Comparisons allow you to understand how your organization has changed over time, and how you compare to other similar businesses. At Culture Amp, we have a number of external comparisons (benchmarks) available for customers and the ability to load internal comparisons.
Account admins can add comparisons to surveys via the comparison survey configuration section.
It's important to be mindful of how you use comparisons and where they have the most utility. Keep in mind, that comparisons and benchmarks are not targets, they are context. It's common to see the benchmark as the former. If you are scoring 66% on a particular item, and you see (a relevant) comparison at 70%, then it's natural to see yourself as lagging in some way. However, at a high level, this isn't that great a difference. You're in the ballpark already.
Tip: Learn how to design your Survey with Benchmark considerations
External Benchmarks
External benchmarks are comparative figures that are based on external companies. Ideally, these companies are very similar to your own. Similar size, industry, and basic composition. Usually, a company that is competing for the same or similar talent. There are a few key things to consider when using these benchmarks:
How similar are the surveys? The questions need to be consistent in order to be compared. Even small changes in questions could potentially mean a different interpretation.
How current are the benchmarks? Some data sets can be quite old. If you're using a benchmark, ask how current the data in the benchmark is.
What is the composition of the benchmark? It's very common to not identify the exact companies in a benchmark. However, it's good to know the types of companies, their geographies and typical sizes.
Ultimately, is this benchmark relevant to your organization and your culture? A company with a very strong set of values may get less utility from a benchmark of companies that does not necessarily reflect those values.
You'll mostly see benchmarks at the question level unless you have exact matches for all questions in a given survey factor meaning no customized items have been added.
Note: You may remove items and still have a factor comparison to the industry benchmark.
Benchmarks are best interpreted at the question level anyway. Also, don't get too focused on the specifics with benchmarks because they move around a little from year to year and they should be thought of as providing context rather than precision.
Internal Comparisons
What we see most often with Culture Amp is that the variation within your organization is far more significant than any comparison to the benchmark.

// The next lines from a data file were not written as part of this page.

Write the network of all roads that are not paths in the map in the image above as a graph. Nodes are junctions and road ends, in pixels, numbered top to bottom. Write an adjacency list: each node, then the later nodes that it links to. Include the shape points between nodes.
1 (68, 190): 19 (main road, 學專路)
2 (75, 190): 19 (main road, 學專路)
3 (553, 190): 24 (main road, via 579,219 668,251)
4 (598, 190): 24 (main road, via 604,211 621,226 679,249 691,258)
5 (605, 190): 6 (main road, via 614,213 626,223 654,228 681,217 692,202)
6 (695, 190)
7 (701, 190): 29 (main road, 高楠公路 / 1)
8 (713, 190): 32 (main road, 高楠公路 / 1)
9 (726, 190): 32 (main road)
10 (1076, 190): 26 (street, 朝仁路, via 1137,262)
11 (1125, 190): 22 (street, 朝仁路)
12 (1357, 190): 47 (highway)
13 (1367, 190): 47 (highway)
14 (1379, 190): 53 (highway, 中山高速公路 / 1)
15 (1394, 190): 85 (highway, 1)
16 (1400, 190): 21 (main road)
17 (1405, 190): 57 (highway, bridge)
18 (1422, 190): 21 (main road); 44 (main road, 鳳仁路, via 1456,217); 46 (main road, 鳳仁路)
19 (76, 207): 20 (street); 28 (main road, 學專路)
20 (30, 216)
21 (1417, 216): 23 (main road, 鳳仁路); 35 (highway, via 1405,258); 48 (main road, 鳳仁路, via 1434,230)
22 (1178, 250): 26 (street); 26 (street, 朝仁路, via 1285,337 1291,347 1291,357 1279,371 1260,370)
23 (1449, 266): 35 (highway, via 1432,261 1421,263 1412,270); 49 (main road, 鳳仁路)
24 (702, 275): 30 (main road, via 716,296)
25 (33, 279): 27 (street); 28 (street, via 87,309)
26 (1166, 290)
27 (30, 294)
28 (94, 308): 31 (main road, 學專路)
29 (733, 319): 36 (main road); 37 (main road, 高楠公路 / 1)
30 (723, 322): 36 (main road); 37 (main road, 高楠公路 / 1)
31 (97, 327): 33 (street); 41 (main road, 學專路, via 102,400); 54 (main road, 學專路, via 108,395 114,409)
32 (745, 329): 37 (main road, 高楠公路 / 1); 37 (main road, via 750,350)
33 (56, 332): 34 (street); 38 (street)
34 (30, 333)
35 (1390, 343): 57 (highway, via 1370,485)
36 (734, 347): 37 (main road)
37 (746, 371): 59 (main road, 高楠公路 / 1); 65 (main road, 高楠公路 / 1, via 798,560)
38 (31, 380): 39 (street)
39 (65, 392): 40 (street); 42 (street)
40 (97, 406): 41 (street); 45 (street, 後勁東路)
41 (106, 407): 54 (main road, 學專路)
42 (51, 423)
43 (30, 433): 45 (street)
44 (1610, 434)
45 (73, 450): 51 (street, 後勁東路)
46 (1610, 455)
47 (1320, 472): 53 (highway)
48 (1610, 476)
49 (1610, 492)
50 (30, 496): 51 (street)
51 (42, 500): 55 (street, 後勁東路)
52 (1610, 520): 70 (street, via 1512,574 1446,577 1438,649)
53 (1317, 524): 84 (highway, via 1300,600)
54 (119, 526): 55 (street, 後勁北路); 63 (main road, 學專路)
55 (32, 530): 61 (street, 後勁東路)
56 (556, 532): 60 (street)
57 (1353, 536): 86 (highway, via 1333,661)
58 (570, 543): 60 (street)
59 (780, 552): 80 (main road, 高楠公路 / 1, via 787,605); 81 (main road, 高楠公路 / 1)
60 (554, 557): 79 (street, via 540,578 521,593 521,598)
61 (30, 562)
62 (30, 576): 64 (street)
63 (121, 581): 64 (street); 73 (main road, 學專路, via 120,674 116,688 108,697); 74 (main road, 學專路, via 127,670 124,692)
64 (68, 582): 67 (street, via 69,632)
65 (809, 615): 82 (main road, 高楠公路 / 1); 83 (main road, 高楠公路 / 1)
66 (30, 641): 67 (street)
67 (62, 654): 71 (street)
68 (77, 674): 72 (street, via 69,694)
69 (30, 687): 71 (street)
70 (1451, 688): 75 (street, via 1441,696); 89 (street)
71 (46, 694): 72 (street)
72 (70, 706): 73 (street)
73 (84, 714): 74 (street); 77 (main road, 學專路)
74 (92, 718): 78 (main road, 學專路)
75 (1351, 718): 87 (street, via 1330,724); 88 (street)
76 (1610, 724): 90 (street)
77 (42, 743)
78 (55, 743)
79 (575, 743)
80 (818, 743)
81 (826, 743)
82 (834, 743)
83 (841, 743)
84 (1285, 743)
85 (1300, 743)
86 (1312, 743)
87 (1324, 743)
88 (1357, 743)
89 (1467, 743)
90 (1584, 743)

Let's say you had an overall score of 63% on Engagement. You may then find that one location, department or other demographic is scoring some distance away from that overall 63%. For example, the Sales team may be at 40% and the Engineering team at 78%. Seems contrived, but we see significant distributions in almost every survey we run at Culture Amp. Finding differences of 80 percentage points between demographics is common (if not expected).
Internal comparisons do not suffer from some of the limitations of the external benchmark. They may be very different teams, but Sales and Engineering are operating in the same context. There will naturally be cultural differences, but they are similar in numerous other ways. Plus, they have been asked the same questions at the same point in time. So the comparison is direct. In the example above, there may be some aspect of your Engineering culture that you can bottle and bring to your Sales team - a great opportunity.
When comparing to your historical data, you will receive a factor level comparison if:
The number of questions stay the same
All questions are word for word the same or have been manually matched using the comparison matching tool
Further information can be found in our guide here.
Trend Comparisons
Even more important is the trend. If the Sales team scored 40% 6 months ago and 55% now, then that is a significant change. Something is going right there and worth investigating. Many Culture Amp customers survey every 3 months. Seems like a lot, but once you're in the cadence it becomes much easier. Being able to see the change Quarter-to-Quarter is a powerful tool.
Bringing them together
We would never advocate discarding external benchmarks as they serve an important role. They let you know, roughly, what's reasonable given the type of company you are. There are some questions that nobody ever scores well on. 40% may not be as terrible a score as you think (and perhaps, 88% not as great as you think). This is really valuable context. However, if you want to dig into the nuance on a particular topic, the nuance is often found by turning to the internal comparisons and the trend.
Automated Comparisons
You can add comparisons manually or take advantage of automated comparisons. Automated comparisons are automatically generated for your survey report on the Comparisons page. The list includes any closed surveys of the same type that have at least one matching question. Select any of the automated comparisons to add to your report. As always, you have the option to add additional manual comparisons and benchmarks.
Further information can be found in our guide here.
Hierarchical Comparisons
These are internal same survey comparisons used to set up a demographic-level comparison where the data filtered to one demographic value is compared to data filtered to another demographic value.
Further information can be found in our guide here.